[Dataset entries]
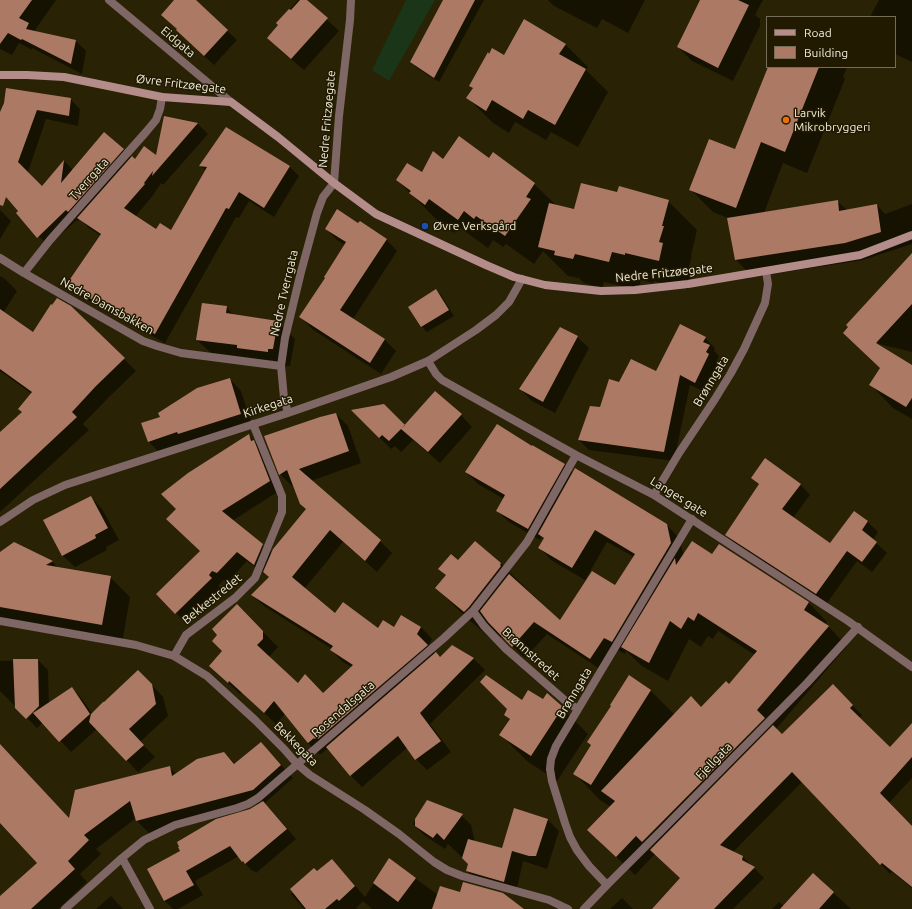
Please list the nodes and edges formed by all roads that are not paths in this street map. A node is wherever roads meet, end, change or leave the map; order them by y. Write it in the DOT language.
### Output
graph roads {
  1 [pos="109,0"];
  2 [pos="351,0"];
  3 [pos="0,75"];
  4 [pos="162,96"];
  5 [pos="231,102"];
  6 [pos="334,182"];
  7 [pos="912,235"];
  8 [pos="0,258"];
  9 [pos="766,271"];
  10 [pos="24,273"];
  11 [pos="522,279"];
  12 [pos="428,361"];
  13 [pos="282,366"];
  14 [pos="288,413"];
  15 [pos="253,424"];
  16 [pos="576,455"];
  17 [pos="654,495"];
  18 [pos="692,519"];
  19 [pos="0,522"];
  20 [pos="473,611"];
  21 [pos="0,621"];
  22 [pos="858,627"];
  23 [pos="174,656"];
  24 [pos="912,667"];
  25 [pos="578,708"];
  26 [pos="297,764"];
  27 [pos="122,858"];
  28 [pos="607,885"];
  29 [pos="65,909"];
  30 [pos="150,909"];
  31 [pos="568,909"];
  32 [pos="584,909"];
  1 -- 5 [label="street, Eidgata"];
  2 -- 6 [label="street, Nedre Fritzøegate"];
  3 -- 4 [label="main road, Øvre Fritzøegate"];
  4 -- 5 [label="main road, Øvre Fritzøegate"];
  4 -- 10 [label="street, Tverrgata"];
  5 -- 6 [label="main road, Øvre Fritzøegate"];
  6 -- 11 [label="main road, Nedre Fritzøegate"];
  6 -- 13 [label="street, Nedre Tverrgata"];
  7 -- 9 [label="main road, Nedre Fritzøegate"];
  8 -- 10 [label="street, Nedre Damsbakken"];
  9 -- 11 [label="main road, Nedre Fritzøegate"];
  9 -- 17 [label="street, Brønngata"];
  10 -- 13 [label="street, Nedre Damsbakken"];
  11 -- 12 [label="street, Kirkegata"];
  12 -- 14 [label="street, Kirkegata"];
  12 -- 16 [label="street, Langes gate"];
  13 -- 14 [label="street, Nedre Tverrgata"];
  14 -- 15 [label="street, Kirkegata"];
  15 -- 19 [label="street, Kirkegata"];
  15 -- 23 [label="street, Bekkestredet"];
  16 -- 17 [label="street, Langes gate"];
  16 -- 20 [label="street, Rosendalsgata"];
  17 -- 18 [label="street, Langes gate"];
  18 -- 22 [label="street, Langes gate"];
  18 -- 25 [label="street, Brønngata"];
  20 -- 25 [label="street, Brønnstredet"];
  20 -- 26 [label="street, Rosendalsgata"];
  21 -- 23 [label="street, Bekkegata"];
  22 -- 24 [label="street, Langes gate"];
  22 -- 28 [label="street, Fjellgata"];
  23 -- 26 [label="street, Bekkegata"];
  25 -- 28 [label="street, Brønngata"];
  26 -- 27 [label="street, Rosendalsgata"];
  26 -- 31 [label="street, Bekkegata"];
  27 -- 29 [label="street, Rosendalsgata"];
  27 -- 30 [label="street"];
  28 -- 32 [label="street, Fjellgata"];
}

Instructions for the task
Find the word "Nedre" in the entries and show each line where it is found.

Reply
  2 -- 6 [label="street, Nedre Fritzøegate"];
  6 -- 11 [label="main road, Nedre Fritzøegate"];
  6 -- 13 [label="street, Nedre Tverrgata"];
  7 -- 9 [label="main road, Nedre Fritzøegate"];
  8 -- 10 [label="street, Nedre Damsbakken"];
  9 -- 11 [label="main road, Nedre Fritzøegate"];
  10 -- 13 [label="street, Nedre Damsbakken"];
  13 -- 14 [label="street, Nedre Tverrgata"];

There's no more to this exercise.